A juíza da 1ª vara Ana Lúcia Graça Lima Aiello deferiu uma liminar à prefeitura de Lençóis Paulista (43 quilômetros de Bauru) em ação cível de obrigação de fazer que obriga a CPFL Paulista a trocar lâmpadas queimadas na cidade, Alfredo Guedes e locais urbanos isolados.
Por orientação do Tribunal de Contas do Estado (TCE) e do Ministério Público Federal, a prefeitura informou não pode assumir os ativos da iluminação pública até que a concessionária de energia elétrica se responsabilize pela troca de lâmpadas que estão queimadas em diversos pontos da cidade que ocasionou uma série de transtornos à população lençoense,
De acordo com a assessoria de imprensa da prefeitura, depois de diversas tratativas para solucionar a questão, a administração entrou com a ação para que a CPFL se abstenha de transferir os passivos de iluminação pública e continue a manter o serviço de iluminação. Também pediu que, no prazo de 30 dias, a concessionária efetue a troca de 241 lâmpadas queimadas conforme solicitações que já haviam sido encaminhadas à CPFL. "Esta medida visa resolver uma questão de segurança pública que se intensifica ainda mais no período noturno", informou a assessoria de imprensa da prefeita Cristina Campanari Lorenzetti (PSDB).

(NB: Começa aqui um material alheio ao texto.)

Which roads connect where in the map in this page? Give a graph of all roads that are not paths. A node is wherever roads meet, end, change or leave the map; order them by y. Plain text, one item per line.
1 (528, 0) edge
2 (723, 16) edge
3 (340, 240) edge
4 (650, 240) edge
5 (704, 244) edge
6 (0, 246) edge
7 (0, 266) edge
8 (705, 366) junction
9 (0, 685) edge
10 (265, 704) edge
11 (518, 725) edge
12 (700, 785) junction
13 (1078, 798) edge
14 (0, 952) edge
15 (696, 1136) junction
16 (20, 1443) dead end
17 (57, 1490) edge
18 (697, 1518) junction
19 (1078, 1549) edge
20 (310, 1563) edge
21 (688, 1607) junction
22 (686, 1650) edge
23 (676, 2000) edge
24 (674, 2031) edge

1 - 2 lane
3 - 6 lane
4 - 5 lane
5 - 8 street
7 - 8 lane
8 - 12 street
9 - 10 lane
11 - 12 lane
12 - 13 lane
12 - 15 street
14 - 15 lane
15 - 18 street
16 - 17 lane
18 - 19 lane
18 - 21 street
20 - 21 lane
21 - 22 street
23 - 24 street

Procurado pela reportagem do JC, a CPFL informou que a transferência dos ativos de iluminação pública das concessionárias de energia elétrica para as prefeituras municipais é determinação de resolução da Agência Nacional de Energia Elétrica (Aneel),da qual a empresa tem o dever de seguir as diretrizes estabelecidas pelo poder concedente e, destaca, que cumpriu essa decisão.
"Após a transferência dos ativos, as prefeituras passam a responder pela operação da iluminação pública, bem como pela sua manutenção. À concessionária caberá o fornecimento de energia. Com essa responsabilidade, as prefeituras podem optar por constituir uma estrutura própria para a operação e manutenção da iluminação pública ou então contratar empresas especializadas para a execução dos serviços", informou em nota.
A CPFL Paulista reforça que, no caso de liminar em favor do poder público determinando que não haja a prevalência da Resolução da Aneel, cumprirá a decisão Judicial e aguardará a disposição final, visando o cumprimento da norma específica que regulamenta a matéria.